McDonald's Corp. Settles Franchise Employment Case

McDonald's Corp. recently settled a case involving a claim that it was a joint employer along with one of its franchisees.

That settlement was announced on Oct. 31 and follows an interim ruling by a federal court that may provide practical guidance to franchisors. Under the settlement, McDonald's (the franchisor) is reported to have agreed to pay the employees $3.75 million to resolve the case.

“The McDonald's cases illustrate an important point that applies to franchisor-franchisee relationships generally, including in the car rental industry: franchisors should make sure that their franchisees take specific steps to ensure that their staff understands who is really their employer,” said Leslie Pujo, an attorney at Plave Koch PLC who specializes in vehicle rental law and franchise law. “For example, franchisees should not use the franchisor's trademarks in H.R. documents, including applications, pay stubs, pay checks, employment agreements, time cards, etc."

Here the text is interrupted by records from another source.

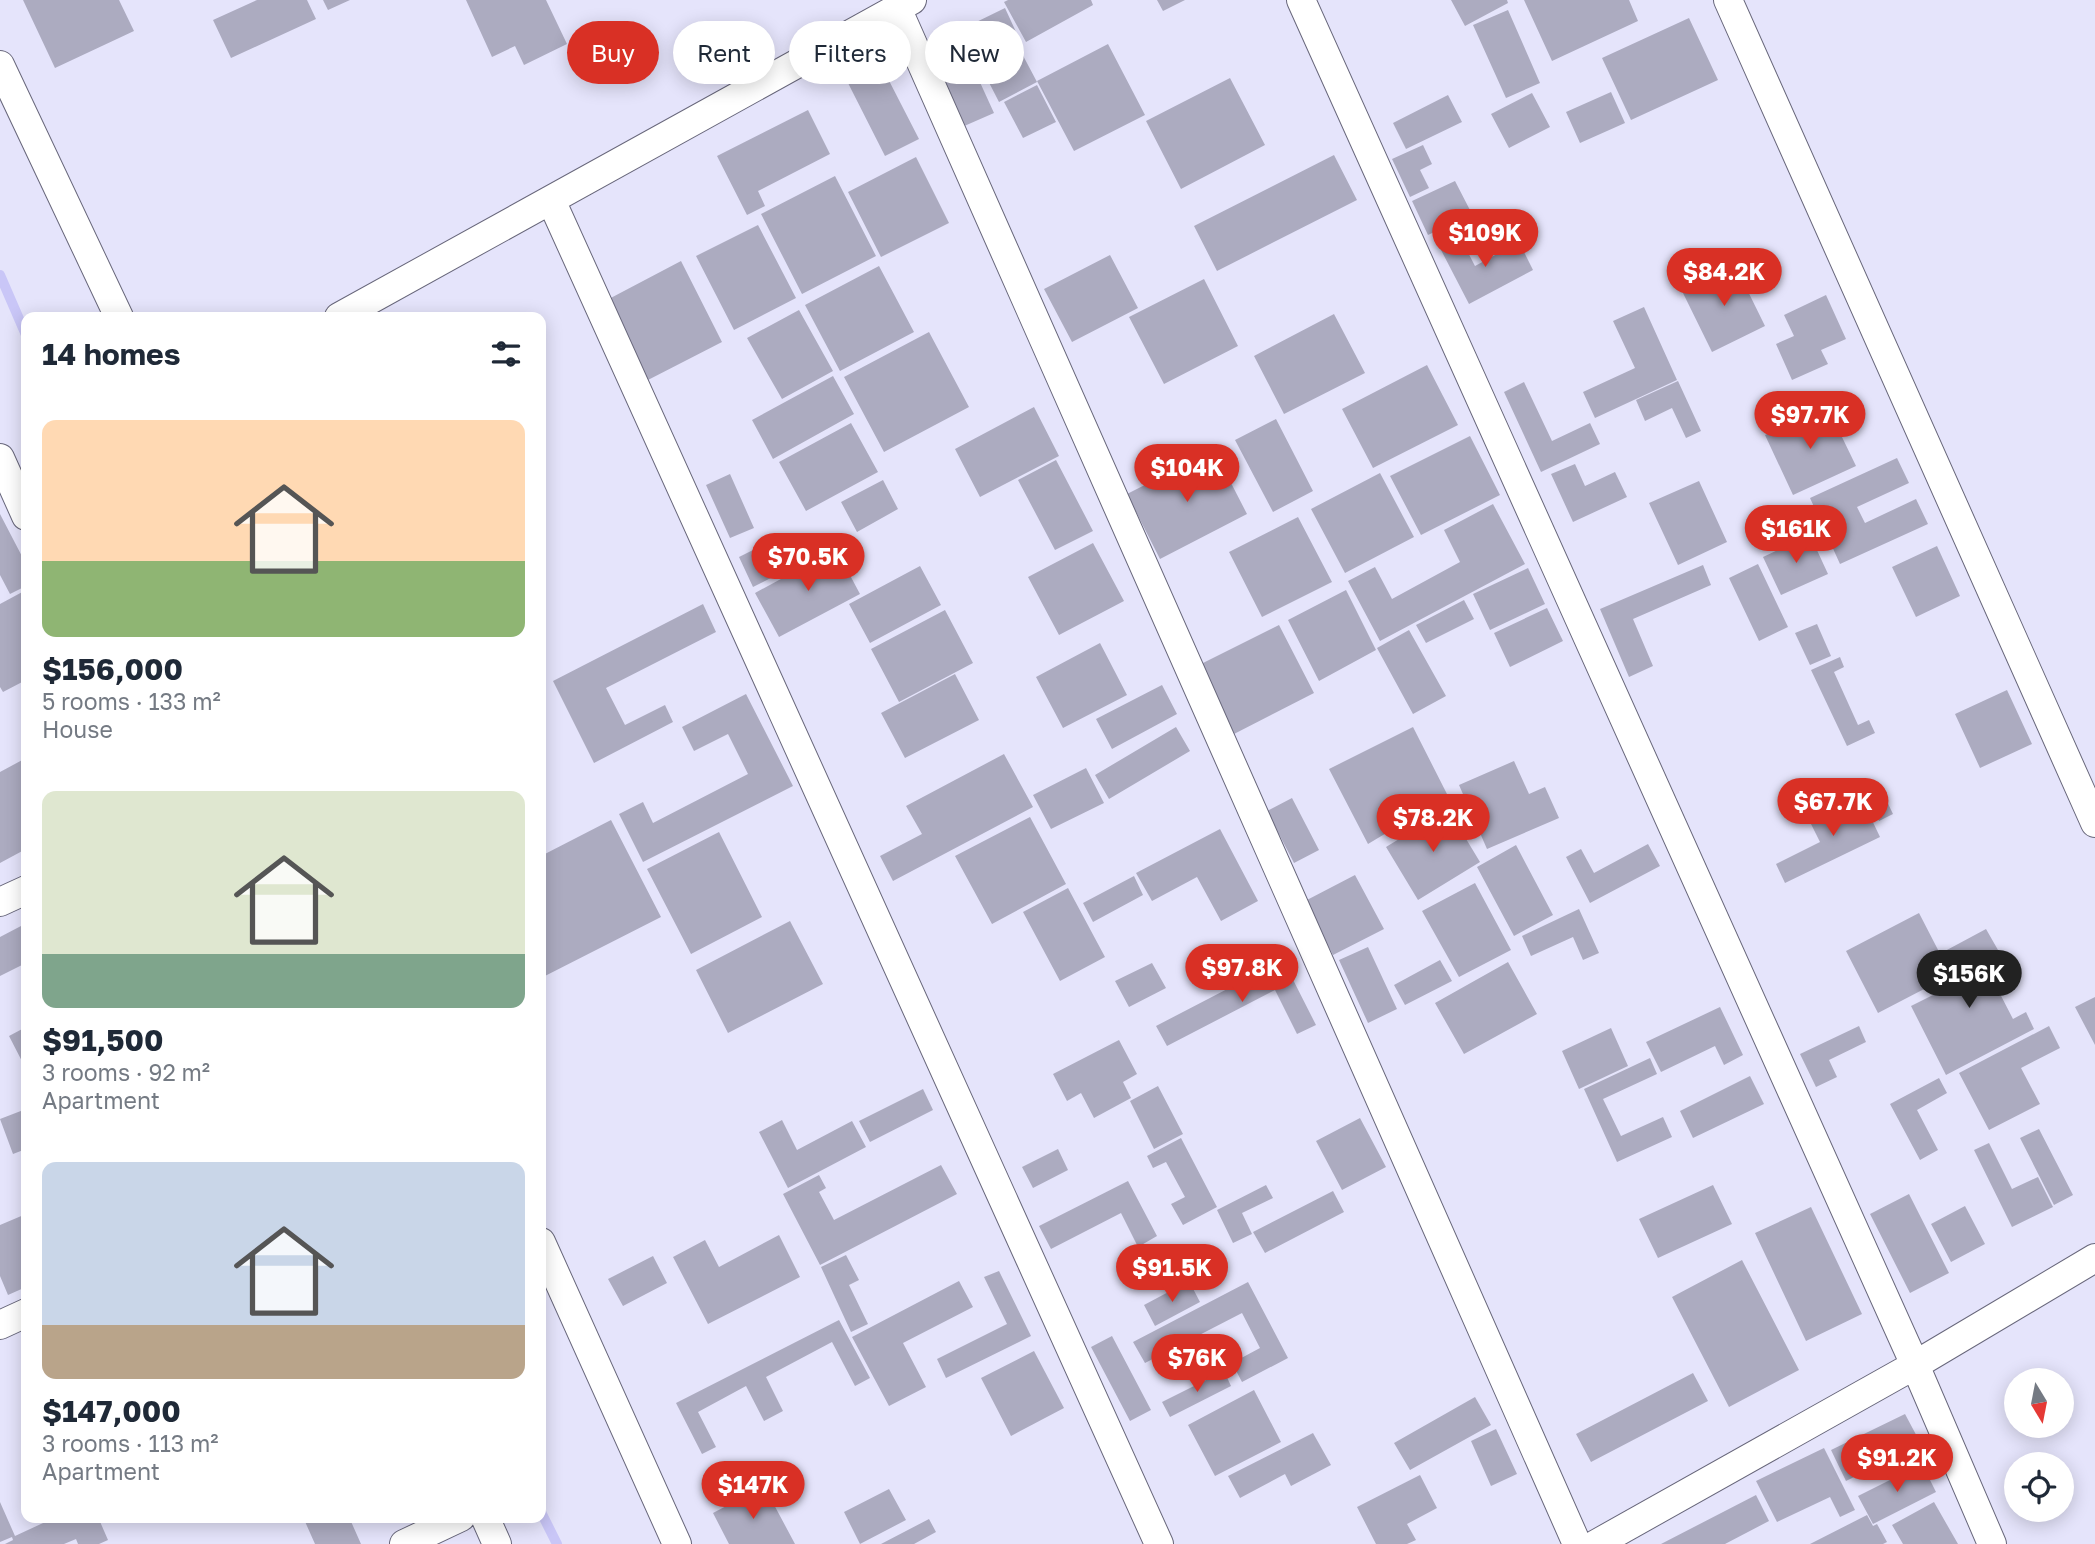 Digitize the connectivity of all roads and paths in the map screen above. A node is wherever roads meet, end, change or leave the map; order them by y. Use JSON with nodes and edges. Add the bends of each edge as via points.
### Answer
{"nodes":[{"id":1,"x":1301,"y":0,"type":"edge"},
{"id":2,"x":1728,"y":0,"type":"edge"},
{"id":3,"x":905,"y":4,"type":"edge"},
{"id":4,"x":0,"y":65,"type":"edge"},
{"id":5,"x":551,"y":200,"type":"junction"},
{"id":6,"x":117,"y":312,"type":"edge"},
{"id":7,"x":348,"y":312,"type":"edge"},
{"id":8,"x":0,"y":458,"type":"edge"},
{"id":9,"x":21,"y":505,"type":"edge"},
{"id":10,"x":2095,"y":823,"type":"edge"},
{"id":11,"x":21,"y":892,"type":"edge"},
{"id":12,"x":0,"y":902,"type":"edge"},
{"id":13,"x":546,"y":1253,"type":"edge"},
{"id":14,"x":2095,"y":1258,"type":"edge"},
{"id":15,"x":21,"y":1315,"type":"edge"},
{"id":16,"x":0,"y":1325,"type":"edge"},
{"id":17,"x":1914,"y":1365,"type":"junction"},
{"id":18,"x":448,"y":1523,"type":"edge"},
{"id":19,"x":488,"y":1523,"type":"edge"},
{"id":20,"x":404,"y":1544,"type":"edge"},
{"id":21,"x":497,"y":1544,"type":"edge"},
{"id":22,"x":677,"y":1544,"type":"edge"},
{"id":23,"x":1159,"y":1544,"type":"edge"},
{"id":24,"x":1577,"y":1544,"type":"edge"},
{"id":25,"x":1595,"y":1544,"type":"edge"},
{"id":26,"x":1992,"y":1544,"type":"edge"}],
"edges":[{"from":1,"to":17,"type":"street"},
{"from":2,"to":10,"type":"street"},
{"from":3,"to":5,"type":"street"},
{"from":3,"to":24,"type":"street"},
{"from":4,"to":6,"type":"street"},
{"from":5,"to":7,"type":"street"},
{"from":5,"to":23,"type":"street"},
{"from":8,"to":9,"type":"street"},
{"from":11,"to":12,"type":"street"},
{"from":13,"to":22,"type":"street"},
{"from":14,"to":17,"type":"street"},
{"from":15,"to":16,"type":"street"},
{"from":17,"to":25,"type":"street"},
{"from":17,"to":26,"type":"street"},
{"from":18,"to":20,"type":"street"},
{"from":19,"to":21,"type":"street"}]} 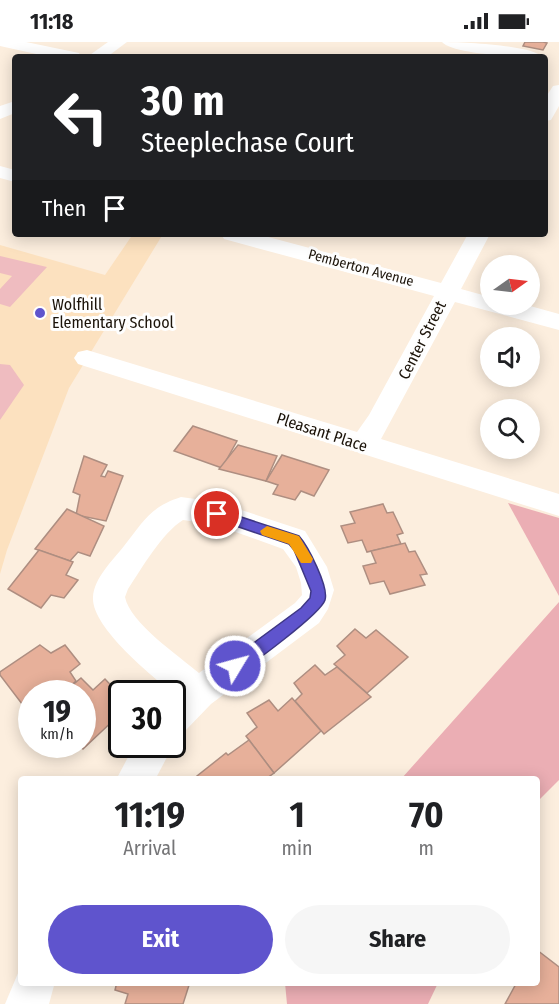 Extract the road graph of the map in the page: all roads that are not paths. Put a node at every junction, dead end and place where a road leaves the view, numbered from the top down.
1 (3, 42) edge
2 (119, 42) edge
3 (450, 42) edge
4 (59, 54) edge
5 (100, 54) edge
6 (517, 54) edge
7 (559, 90) edge
8 (548, 109) edge
9 (243, 237) edge
10 (477, 237) edge
11 (447, 292) junction
12 (480, 301) edge
13 (533, 315) edge
14 (559, 322) edge
15 (87, 358) dead end
16 (362, 445) junction
17 (558, 505) edge
18 (199, 693) junction
19 (186, 706) edge
20 (147, 758) edge
21 (136, 776) edge
22 (33, 986) edge
23 (27, 1004) edge

1 - 4 street
2 - 5 street
3 - 6 street
7 - 8 street
9 - 11 street, Pemberton Avenue
10 - 11 street, Center Street
11 - 12 street, Pemberton Avenue
11 - 16 street, Center Street
13 - 14 street, Pemberton Avenue
15 - 16 street, Pleasant Place
16 - 17 street, Pleasant Place
18 - 18 street
18 - 19 street
20 - 21 street
22 - 23 street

“It is also important to keep in mind that the same principles could be applied to other independent contractor situations, such as RAC hiring of contract workers to wash or service cars, provide temporary assistance during busy seasons, or work on special projects," added Pujo.

McDonald's USA, LLC and several affiliates were sued by employees of a franchisee that operates five California restaurants. The plaintiffs, who alleged various labor law violations, also sued the franchisee. The franchisee separately settled with the employees.

In September 2015, the franchisor won summary judgment on most grounds, including the claim that the franchisor was liable as a joint employer with its franchisee.

But in the same September 2015 ruling, the federal district court denied summary judgment to the franchisor on a key claim: whether the employees had reason to believe that they worked for the franchisor as well as their local franchisee, i.e., whether the franchisee was an "ostensible agent" of McDonald's.

The court relied on the facts that the employees "wear McDonald's uniforms, serve McDonald's food in McDonald's packaging, receive paystubs and orientation materials marked with McDonald's name and logo, and . . . applied for a job through McDonald's website." Ochoa v. McDonald's Corp., 133 F. Supp. 3d 1228, 1239-40 (N.D. Cal. 2015) (emphasis added).